AIM OF THE EXERCISE:
Below are records to be output exactly, every one of them.

DATA TO EXAMINE:

□ □ □

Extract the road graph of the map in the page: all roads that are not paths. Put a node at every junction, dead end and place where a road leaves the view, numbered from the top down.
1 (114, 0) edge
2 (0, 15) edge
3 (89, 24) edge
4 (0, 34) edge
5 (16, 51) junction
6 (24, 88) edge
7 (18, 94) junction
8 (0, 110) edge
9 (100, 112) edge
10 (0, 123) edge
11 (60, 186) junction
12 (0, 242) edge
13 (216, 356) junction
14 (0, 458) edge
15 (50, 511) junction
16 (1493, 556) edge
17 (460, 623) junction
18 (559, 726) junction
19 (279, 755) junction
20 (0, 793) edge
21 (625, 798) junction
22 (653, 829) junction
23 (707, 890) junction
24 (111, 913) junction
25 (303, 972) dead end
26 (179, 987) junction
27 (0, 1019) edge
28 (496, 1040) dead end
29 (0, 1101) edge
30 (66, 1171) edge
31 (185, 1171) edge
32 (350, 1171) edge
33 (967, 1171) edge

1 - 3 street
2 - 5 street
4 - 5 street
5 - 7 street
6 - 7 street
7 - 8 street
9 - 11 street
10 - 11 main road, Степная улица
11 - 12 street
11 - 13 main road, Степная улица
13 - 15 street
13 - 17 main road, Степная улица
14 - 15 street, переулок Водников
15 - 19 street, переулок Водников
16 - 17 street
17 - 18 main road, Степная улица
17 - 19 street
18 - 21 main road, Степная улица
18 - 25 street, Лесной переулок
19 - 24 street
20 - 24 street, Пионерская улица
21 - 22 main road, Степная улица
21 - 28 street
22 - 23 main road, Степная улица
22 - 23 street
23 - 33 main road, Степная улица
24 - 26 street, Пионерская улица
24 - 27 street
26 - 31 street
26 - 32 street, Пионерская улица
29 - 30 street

□ □ □

SOLUTION FOR THIS TASK:
Extract the road graph of the map in the page: all roads that are not paths. Put a node at every junction, dead end and place where a road leaves the view, numbered from the top down.
1 (114, 0) edge
2 (0, 15) edge
3 (89, 24) edge
4 (0, 34) edge
5 (16, 51) junction
6 (24, 88) edge
7 (18, 94) junction
8 (0, 110) edge
9 (100, 112) edge
10 (0, 123) edge
11 (60, 186) junction
12 (0, 242) edge
13 (216, 356) junction
14 (0, 458) edge
15 (50, 511) junction
16 (1493, 556) edge
17 (460, 623) junction
18 (559, 726) junction
19 (279, 755) junction
20 (0, 793) edge
21 (625, 798) junction
22 (653, 829) junction
23 (707, 890) junction
24 (111, 913) junction
25 (303, 972) dead end
26 (179, 987) junction
27 (0, 1019) edge
28 (496, 1040) dead end
29 (0, 1101) edge
30 (66, 1171) edge
31 (185, 1171) edge
32 (350, 1171) edge
33 (967, 1171) edge

1 - 3 street
2 - 5 street
4 - 5 street
5 - 7 street
6 - 7 street
7 - 8 street
9 - 11 street
10 - 11 main road, Степная улица
11 - 12 street
11 - 13 main road, Степная улица
13 - 15 street
13 - 17 main road, Степная улица
14 - 15 street, переулок Водников
15 - 19 street, переулок Водников
16 - 17 street
17 - 18 main road, Степная улица
17 - 19 street
18 - 21 main road, Степная улица
18 - 25 street, Лесной переулок
19 - 24 street
20 - 24 street, Пионерская улица
21 - 22 main road, Степная улица
21 - 28 street
22 - 23 main road, Степная улица
22 - 23 street
23 - 33 main road, Степная улица
24 - 26 street, Пионерская улица
24 - 27 street
26 - 31 street
26 - 32 street, Пионерская улица
29 - 30 street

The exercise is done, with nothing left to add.